You know, one of the last things that I need is extra time to "think", 'cause that's just what I'm going to do, and then some. Given the opportunity, my mind goes into overdrive imagining all sorts of stuff, mostly what I could or should be doing rather than just dreaming about it. During my recent hiatus, I'd remodeled my entire house in just the first couple days alone-the remainder of that two-week period wreaked some serious havoc on my brain (that's far from normal operating capacity as it is, which you've probably noticed by now)
On the other hand, time to think is good for the mind and the soul, just as long as it's done in moderation. In between my impromptu scratch-drafting sessions, making pencil blueprints of a garage addition and kitchen/bath remodel, I managed to find some time to reflect on the subject matter of CLASSIC TRUCKS-to be more precise, the hobby in which it's been devoted to now for the last couple decades. It occurred to me, after what, five years as editor, that old truck folk are very comfortable and set in their ways. Sure, there's been a good amount of crossover from the late-model/sport truck crowd, but for the most part, this is a very slow-progressing group of enthusiasts. Now, before you go jumping to conclusions and accuse me of bad mouthing anyone (which I'm not), let me continue.

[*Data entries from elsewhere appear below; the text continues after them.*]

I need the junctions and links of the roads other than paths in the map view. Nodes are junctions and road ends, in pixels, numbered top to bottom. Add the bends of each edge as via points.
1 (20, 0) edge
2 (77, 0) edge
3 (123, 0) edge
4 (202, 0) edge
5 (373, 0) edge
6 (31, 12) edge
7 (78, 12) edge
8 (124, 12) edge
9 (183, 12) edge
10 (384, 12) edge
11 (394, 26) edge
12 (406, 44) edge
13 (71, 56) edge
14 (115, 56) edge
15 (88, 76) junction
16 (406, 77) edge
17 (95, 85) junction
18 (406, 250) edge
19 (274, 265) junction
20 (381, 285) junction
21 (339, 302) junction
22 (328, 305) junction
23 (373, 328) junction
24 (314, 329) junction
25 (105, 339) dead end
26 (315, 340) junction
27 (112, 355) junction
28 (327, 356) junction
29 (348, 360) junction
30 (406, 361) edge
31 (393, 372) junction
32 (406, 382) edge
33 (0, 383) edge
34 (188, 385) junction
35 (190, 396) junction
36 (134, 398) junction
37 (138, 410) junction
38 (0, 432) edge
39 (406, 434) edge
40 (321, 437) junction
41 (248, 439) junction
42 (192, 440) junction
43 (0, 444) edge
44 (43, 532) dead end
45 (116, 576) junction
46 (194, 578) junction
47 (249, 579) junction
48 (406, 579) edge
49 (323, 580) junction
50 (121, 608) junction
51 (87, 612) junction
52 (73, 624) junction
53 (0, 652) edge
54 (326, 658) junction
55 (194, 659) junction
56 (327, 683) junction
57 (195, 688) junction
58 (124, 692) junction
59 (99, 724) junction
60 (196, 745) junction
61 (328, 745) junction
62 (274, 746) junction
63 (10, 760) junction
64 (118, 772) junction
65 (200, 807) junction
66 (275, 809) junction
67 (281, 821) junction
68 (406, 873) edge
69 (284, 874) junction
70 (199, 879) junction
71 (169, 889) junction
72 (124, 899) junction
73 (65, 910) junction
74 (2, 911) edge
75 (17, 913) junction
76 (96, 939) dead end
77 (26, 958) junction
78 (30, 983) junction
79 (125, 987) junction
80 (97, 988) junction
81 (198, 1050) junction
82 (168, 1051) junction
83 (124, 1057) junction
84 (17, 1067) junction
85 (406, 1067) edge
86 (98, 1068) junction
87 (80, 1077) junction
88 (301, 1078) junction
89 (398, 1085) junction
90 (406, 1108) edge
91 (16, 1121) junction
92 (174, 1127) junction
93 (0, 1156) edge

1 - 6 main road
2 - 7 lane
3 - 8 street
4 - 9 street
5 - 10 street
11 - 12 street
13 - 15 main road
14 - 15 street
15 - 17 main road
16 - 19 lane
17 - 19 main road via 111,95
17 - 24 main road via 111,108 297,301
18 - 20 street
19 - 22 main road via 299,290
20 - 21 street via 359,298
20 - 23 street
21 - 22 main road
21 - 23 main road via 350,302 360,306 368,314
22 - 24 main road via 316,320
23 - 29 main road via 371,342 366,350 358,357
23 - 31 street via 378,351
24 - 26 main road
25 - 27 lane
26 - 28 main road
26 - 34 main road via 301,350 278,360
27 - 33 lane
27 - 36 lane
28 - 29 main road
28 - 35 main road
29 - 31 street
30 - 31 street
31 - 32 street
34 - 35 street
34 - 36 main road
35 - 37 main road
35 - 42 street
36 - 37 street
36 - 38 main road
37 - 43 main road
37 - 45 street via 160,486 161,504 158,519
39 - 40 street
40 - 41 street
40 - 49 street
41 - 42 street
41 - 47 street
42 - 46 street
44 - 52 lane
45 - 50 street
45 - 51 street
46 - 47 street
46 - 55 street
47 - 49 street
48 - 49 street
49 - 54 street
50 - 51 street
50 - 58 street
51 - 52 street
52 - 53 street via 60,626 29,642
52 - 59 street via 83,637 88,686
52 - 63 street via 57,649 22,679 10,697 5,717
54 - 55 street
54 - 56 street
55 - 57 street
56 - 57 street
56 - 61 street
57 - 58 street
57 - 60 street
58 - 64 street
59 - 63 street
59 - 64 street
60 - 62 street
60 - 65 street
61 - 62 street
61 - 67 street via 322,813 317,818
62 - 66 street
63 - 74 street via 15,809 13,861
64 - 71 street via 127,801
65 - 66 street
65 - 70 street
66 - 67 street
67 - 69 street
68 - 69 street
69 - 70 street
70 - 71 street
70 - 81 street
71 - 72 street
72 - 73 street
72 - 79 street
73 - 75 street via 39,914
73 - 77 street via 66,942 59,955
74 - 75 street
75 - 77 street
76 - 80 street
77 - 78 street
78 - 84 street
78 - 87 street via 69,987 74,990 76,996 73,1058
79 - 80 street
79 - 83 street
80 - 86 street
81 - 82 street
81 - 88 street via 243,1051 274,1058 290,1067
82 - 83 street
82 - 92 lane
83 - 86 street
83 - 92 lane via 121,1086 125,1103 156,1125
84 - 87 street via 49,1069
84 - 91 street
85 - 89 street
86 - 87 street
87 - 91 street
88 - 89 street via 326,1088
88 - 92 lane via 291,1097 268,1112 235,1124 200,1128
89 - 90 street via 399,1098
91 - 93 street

When it comes to a lot of things in life, I don't like progress all that much. To me, I'd rather devolve and go back in time rather than advance into the future-I like things simple and basic. In contrast to fast-paced street/hot rodders, I've found the average classic truck person to fit that same mold when it comes to their pickups, especially the manner in which they use them. To some extent, it's almost like there's a very fine line between "restoration" and "modification", though without the latter, I believe it would be difficult for the former to exist solely on its own. From my somewhat younger vantage point, I can relate to pretty much all levels of this diverse group, but I do see the distinct lines of separation between them. With the greenhorns of the hobby being a possible exception, I think this general relaxed attitude amongst us keeps everything in check.

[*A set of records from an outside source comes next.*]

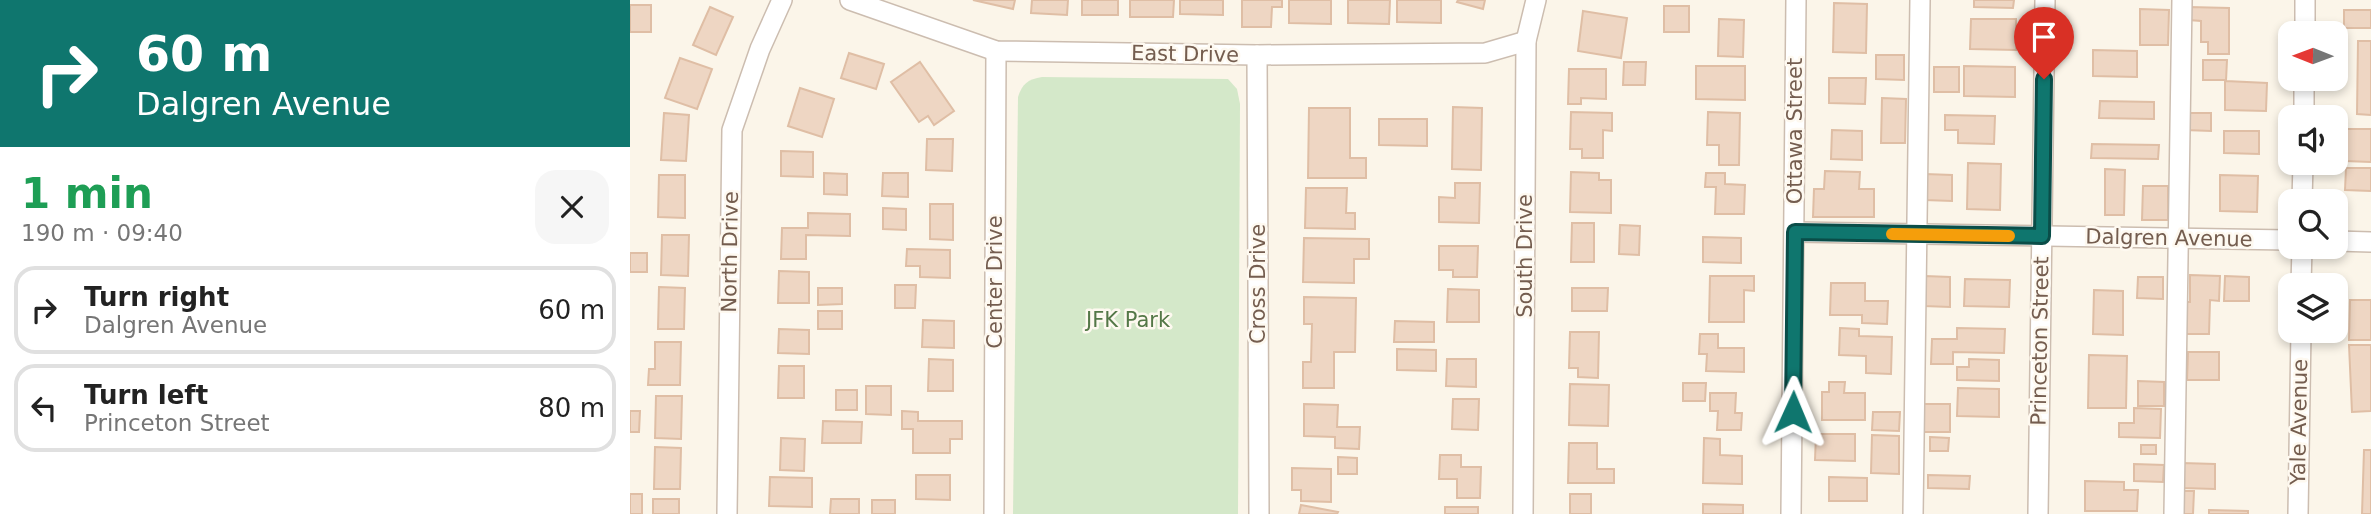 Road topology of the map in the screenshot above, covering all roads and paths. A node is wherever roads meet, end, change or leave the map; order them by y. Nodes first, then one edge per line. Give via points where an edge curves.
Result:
1 (782, 0) edge
2 (850, 0) edge
3 (1536, 0) edge
4 (1796, 0) edge
5 (1920, 0) edge
6 (2045, 0) edge
7 (2182, 0) edge
8 (2305, 0) edge
9 (2305, 21) edge
10 (1526, 41) junction
11 (996, 51) junction
12 (1257, 55) junction
13 (1795, 232) junction
14 (1916, 234) junction
15 (2042, 236) junction
16 (2178, 239) junction
17 (2278, 240) edge
18 (2348, 241) edge
19 (2371, 242) edge
20 (2301, 343) edge
21 (727, 514) edge
22 (994, 514) edge
23 (1259, 514) edge
24 (1523, 514) edge
25 (1791, 514) edge
26 (1913, 514) edge
27 (2038, 514) edge
28 (2174, 514) edge
29 (2298, 514) edge

1 - 21 street, North Drive via 732,130
2 - 11 street, East Drive
3 - 10 street, South Drive
4 - 13 street, Ottawa Street
5 - 14 street
6 - 15 street, Princeton Street
7 - 16 street
8 - 9 street
10 - 12 street, East Drive via 1485,53
10 - 24 street, South Drive
11 - 12 street, East Drive
11 - 22 street, Center Drive
12 - 23 street, Cross Drive
13 - 14 street, Dalgren Avenue
13 - 25 street, Ottawa Street
14 - 15 street, Dalgren Avenue
14 - 26 street
15 - 16 street, Dalgren Avenue
15 - 27 street, Princeton Street
16 - 17 street, Dalgren Avenue
16 - 28 street
18 - 19 street
20 - 29 street, Yale Avenue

Having a particular comfort level is one thing (and trust me, I like being comfortable), but the world around us has a particular agenda-are we prepared to evolve with it? Do we really need to? Eventually, there'll have to be some concessions made in certain areas if the hobby is to not only continue, but grow. While you or I may not like it, we may not have a choice. I can't speak for anyone else, but if and when it comes down to it, I just might have to turn that level of comfort down a notch or two, as I kind of keep doing what I do.